─── INPUT DATA ───

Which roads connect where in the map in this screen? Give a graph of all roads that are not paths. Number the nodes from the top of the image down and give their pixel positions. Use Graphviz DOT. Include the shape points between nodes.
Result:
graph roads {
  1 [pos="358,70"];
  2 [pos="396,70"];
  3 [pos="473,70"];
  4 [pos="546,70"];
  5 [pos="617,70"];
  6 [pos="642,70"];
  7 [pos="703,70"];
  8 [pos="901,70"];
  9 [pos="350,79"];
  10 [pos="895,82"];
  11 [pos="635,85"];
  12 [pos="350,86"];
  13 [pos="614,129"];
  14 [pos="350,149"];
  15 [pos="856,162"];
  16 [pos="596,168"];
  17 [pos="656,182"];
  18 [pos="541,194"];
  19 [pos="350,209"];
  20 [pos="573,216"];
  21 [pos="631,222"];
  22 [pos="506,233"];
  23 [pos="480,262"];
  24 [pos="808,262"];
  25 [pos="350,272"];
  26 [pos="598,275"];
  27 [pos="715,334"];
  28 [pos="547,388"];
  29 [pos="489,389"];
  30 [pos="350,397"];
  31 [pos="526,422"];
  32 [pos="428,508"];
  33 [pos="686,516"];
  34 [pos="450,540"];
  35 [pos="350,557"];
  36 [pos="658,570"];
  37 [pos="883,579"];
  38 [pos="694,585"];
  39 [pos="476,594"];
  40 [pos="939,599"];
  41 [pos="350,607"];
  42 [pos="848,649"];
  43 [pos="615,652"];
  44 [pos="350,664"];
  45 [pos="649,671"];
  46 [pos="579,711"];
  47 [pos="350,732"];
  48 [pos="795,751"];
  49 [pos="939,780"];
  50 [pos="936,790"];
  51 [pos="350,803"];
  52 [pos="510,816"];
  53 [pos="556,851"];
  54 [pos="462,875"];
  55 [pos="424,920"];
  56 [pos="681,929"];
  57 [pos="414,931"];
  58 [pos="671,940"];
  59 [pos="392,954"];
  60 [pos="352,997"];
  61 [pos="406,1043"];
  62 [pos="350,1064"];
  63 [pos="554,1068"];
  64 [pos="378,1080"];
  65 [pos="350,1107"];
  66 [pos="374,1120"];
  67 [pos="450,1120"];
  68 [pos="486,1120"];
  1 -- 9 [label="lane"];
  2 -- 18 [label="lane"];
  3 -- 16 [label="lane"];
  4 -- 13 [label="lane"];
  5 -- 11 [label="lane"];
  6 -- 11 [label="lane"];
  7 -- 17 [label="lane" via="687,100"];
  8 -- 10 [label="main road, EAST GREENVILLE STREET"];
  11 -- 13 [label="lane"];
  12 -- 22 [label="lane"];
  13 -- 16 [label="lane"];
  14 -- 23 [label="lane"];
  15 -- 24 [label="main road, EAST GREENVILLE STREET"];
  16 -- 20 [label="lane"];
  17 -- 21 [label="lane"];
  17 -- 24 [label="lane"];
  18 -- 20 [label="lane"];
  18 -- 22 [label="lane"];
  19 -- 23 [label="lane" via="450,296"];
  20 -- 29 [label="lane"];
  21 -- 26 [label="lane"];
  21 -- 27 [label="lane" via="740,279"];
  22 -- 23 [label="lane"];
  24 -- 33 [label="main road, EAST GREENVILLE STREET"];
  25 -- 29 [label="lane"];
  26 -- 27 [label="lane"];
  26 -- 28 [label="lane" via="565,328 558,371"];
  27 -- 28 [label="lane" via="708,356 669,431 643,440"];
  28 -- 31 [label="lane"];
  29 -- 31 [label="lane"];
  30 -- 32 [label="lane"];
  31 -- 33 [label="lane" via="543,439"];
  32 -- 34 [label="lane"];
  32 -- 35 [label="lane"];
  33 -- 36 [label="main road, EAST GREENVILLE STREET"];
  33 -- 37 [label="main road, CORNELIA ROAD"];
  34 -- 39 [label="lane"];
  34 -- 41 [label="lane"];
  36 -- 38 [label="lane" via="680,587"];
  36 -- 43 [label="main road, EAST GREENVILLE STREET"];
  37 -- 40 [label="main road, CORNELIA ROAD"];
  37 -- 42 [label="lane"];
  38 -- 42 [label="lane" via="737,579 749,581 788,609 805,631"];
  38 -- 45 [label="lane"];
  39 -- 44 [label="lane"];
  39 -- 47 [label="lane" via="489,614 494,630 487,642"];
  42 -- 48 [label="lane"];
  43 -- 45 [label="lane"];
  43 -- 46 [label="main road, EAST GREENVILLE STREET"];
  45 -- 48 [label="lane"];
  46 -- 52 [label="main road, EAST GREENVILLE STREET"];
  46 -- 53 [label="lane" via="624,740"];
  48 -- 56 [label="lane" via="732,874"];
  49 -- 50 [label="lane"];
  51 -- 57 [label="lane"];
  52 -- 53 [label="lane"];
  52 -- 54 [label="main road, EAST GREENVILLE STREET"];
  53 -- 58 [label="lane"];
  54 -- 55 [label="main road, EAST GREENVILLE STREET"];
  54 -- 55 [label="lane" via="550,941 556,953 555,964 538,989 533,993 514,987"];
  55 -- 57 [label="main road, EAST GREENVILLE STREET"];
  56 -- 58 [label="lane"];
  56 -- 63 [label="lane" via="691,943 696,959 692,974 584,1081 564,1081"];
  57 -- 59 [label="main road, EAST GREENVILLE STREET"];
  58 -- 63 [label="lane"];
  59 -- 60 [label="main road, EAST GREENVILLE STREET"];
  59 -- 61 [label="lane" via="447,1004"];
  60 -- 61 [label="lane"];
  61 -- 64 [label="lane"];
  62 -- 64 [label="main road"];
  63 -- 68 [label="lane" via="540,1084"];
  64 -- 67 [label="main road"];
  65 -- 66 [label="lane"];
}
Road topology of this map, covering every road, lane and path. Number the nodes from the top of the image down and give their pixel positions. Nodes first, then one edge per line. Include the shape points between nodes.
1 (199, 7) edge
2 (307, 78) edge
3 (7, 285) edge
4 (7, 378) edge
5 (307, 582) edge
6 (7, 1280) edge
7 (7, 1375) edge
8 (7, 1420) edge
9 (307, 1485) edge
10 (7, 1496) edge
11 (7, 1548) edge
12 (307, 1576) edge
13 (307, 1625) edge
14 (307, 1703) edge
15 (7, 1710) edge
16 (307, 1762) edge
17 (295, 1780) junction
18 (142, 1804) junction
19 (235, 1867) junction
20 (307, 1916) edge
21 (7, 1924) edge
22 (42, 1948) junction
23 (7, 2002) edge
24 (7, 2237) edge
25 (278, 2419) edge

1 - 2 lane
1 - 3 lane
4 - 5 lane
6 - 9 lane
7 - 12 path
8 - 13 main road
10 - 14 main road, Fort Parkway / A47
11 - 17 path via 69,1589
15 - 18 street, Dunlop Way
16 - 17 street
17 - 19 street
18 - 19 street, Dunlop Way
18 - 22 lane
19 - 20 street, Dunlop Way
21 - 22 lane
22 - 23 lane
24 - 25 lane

───

| TASK REQUIREMENTS |
Please set down the whole listing above without altering a single line.

| EXERCISE ANSWER |
Which roads connect where in the map in this screen? Give a graph of all roads that are not paths. Number the nodes from the top of the image down and give their pixel positions. Use Graphviz DOT. Include the shape points between nodes.
Result:
graph roads {
  1 [pos="358,70"];
  2 [pos="396,70"];
  3 [pos="473,70"];
  4 [pos="546,70"];
  5 [pos="617,70"];
  6 [pos="642,70"];
  7 [pos="703,70"];
  8 [pos="901,70"];
  9 [pos="350,79"];
  10 [pos="895,82"];
  11 [pos="635,85"];
  12 [pos="350,86"];
  13 [pos="614,129"];
  14 [pos="350,149"];
  15 [pos="856,162"];
  16 [pos="596,168"];
  17 [pos="656,182"];
  18 [pos="541,194"];
  19 [pos="350,209"];
  20 [pos="573,216"];
  21 [pos="631,222"];
  22 [pos="506,233"];
  23 [pos="480,262"];
  24 [pos="808,262"];
  25 [pos="350,272"];
  26 [pos="598,275"];
  27 [pos="715,334"];
  28 [pos="547,388"];
  29 [pos="489,389"];
  30 [pos="350,397"];
  31 [pos="526,422"];
  32 [pos="428,508"];
  33 [pos="686,516"];
  34 [pos="450,540"];
  35 [pos="350,557"];
  36 [pos="658,570"];
  37 [pos="883,579"];
  38 [pos="694,585"];
  39 [pos="476,594"];
  40 [pos="939,599"];
  41 [pos="350,607"];
  42 [pos="848,649"];
  43 [pos="615,652"];
  44 [pos="350,664"];
  45 [pos="649,671"];
  46 [pos="579,711"];
  47 [pos="350,732"];
  48 [pos="795,751"];
  49 [pos="939,780"];
  50 [pos="936,790"];
  51 [pos="350,803"];
  52 [pos="510,816"];
  53 [pos="556,851"];
  54 [pos="462,875"];
  55 [pos="424,920"];
  56 [pos="681,929"];
  57 [pos="414,931"];
  58 [pos="671,940"];
  59 [pos="392,954"];
  60 [pos="352,997"];
  61 [pos="406,1043"];
  62 [pos="350,1064"];
  63 [pos="554,1068"];
  64 [pos="378,1080"];
  65 [pos="350,1107"];
  66 [pos="374,1120"];
  67 [pos="450,1120"];
  68 [pos="486,1120"];
  1 -- 9 [label="lane"];
  2 -- 18 [label="lane"];
  3 -- 16 [label="lane"];
  4 -- 13 [label="lane"];
  5 -- 11 [label="lane"];
  6 -- 11 [label="lane"];
  7 -- 17 [label="lane" via="687,100"];
  8 -- 10 [label="main road, EAST GREENVILLE STREET"];
  11 -- 13 [label="lane"];
  12 -- 22 [label="lane"];
  13 -- 16 [label="lane"];
  14 -- 23 [label="lane"];
  15 -- 24 [label="main road, EAST GREENVILLE STREET"];
  16 -- 20 [label="lane"];
  17 -- 21 [label="lane"];
  17 -- 24 [label="lane"];
  18 -- 20 [label="lane"];
  18 -- 22 [label="lane"];
  19 -- 23 [label="lane" via="450,296"];
  20 -- 29 [label="lane"];
  21 -- 26 [label="lane"];
  21 -- 27 [label="lane" via="740,279"];
  22 -- 23 [label="lane"];
  24 -- 33 [label="main road, EAST GREENVILLE STREET"];
  25 -- 29 [label="lane"];
  26 -- 27 [label="lane"];
  26 -- 28 [label="lane" via="565,328 558,371"];
  27 -- 28 [label="lane" via="708,356 669,431 643,440"];
  28 -- 31 [label="lane"];
  29 -- 31 [label="lane"];
  30 -- 32 [label="lane"];
  31 -- 33 [label="lane" via="543,439"];
  32 -- 34 [label="lane"];
  32 -- 35 [label="lane"];
  33 -- 36 [label="main road, EAST GREENVILLE STREET"];
  33 -- 37 [label="main road, CORNELIA ROAD"];
  34 -- 39 [label="lane"];
  34 -- 41 [label="lane"];
  36 -- 38 [label="lane" via="680,587"];
  36 -- 43 [label="main road, EAST GREENVILLE STREET"];
  37 -- 40 [label="main road, CORNELIA ROAD"];
  37 -- 42 [label="lane"];
  38 -- 42 [label="lane" via="737,579 749,581 788,609 805,631"];
  38 -- 45 [label="lane"];
  39 -- 44 [label="lane"];
  39 -- 47 [label="lane" via="489,614 494,630 487,642"];
  42 -- 48 [label="lane"];
  43 -- 45 [label="lane"];
  43 -- 46 [label="main road, EAST GREENVILLE STREET"];
  45 -- 48 [label="lane"];
  46 -- 52 [label="main road, EAST GREENVILLE STREET"];
  46 -- 53 [label="lane" via="624,740"];
  48 -- 56 [label="lane" via="732,874"];
  49 -- 50 [label="lane"];
  51 -- 57 [label="lane"];
  52 -- 53 [label="lane"];
  52 -- 54 [label="main road, EAST GREENVILLE STREET"];
  53 -- 58 [label="lane"];
  54 -- 55 [label="main road, EAST GREENVILLE STREET"];
  54 -- 55 [label="lane" via="550,941 556,953 555,964 538,989 533,993 514,987"];
  55 -- 57 [label="main road, EAST GREENVILLE STREET"];
  56 -- 58 [label="lane"];
  56 -- 63 [label="lane" via="691,943 696,959 692,974 584,1081 564,1081"];
  57 -- 59 [label="main road, EAST GREENVILLE STREET"];
  58 -- 63 [label="lane"];
  59 -- 60 [label="main road, EAST GREENVILLE STREET"];
  59 -- 61 [label="lane" via="447,1004"];
  60 -- 61 [label="lane"];
  61 -- 64 [label="lane"];
  62 -- 64 [label="main road"];
  63 -- 68 [label="lane" via="540,1084"];
  64 -- 67 [label="main road"];
  65 -- 66 [label="lane"];
}
Road topology of this map, covering every road, lane and path. Number the nodes from the top of the image down and give their pixel positions. Nodes first, then one edge per line. Include the shape points between nodes.
1 (199, 7) edge
2 (307, 78) edge
3 (7, 285) edge
4 (7, 378) edge
5 (307, 582) edge
6 (7, 1280) edge
7 (7, 1375) edge
8 (7, 1420) edge
9 (307, 1485) edge
10 (7, 1496) edge
11 (7, 1548) edge
12 (307, 1576) edge
13 (307, 1625) edge
14 (307, 1703) edge
15 (7, 1710) edge
16 (307, 1762) edge
17 (295, 1780) junction
18 (142, 1804) junction
19 (235, 1867) junction
20 (307, 1916) edge
21 (7, 1924) edge
22 (42, 1948) junction
23 (7, 2002) edge
24 (7, 2237) edge
25 (278, 2419) edge

1 - 2 lane
1 - 3 lane
4 - 5 lane
6 - 9 lane
7 - 12 path
8 - 13 main road
10 - 14 main road, Fort Parkway / A47
11 - 17 path via 69,1589
15 - 18 street, Dunlop Way
16 - 17 street
17 - 19 street
18 - 19 street, Dunlop Way
18 - 22 lane
19 - 20 street, Dunlop Way
21 - 22 lane
22 - 23 lane
24 - 25 lane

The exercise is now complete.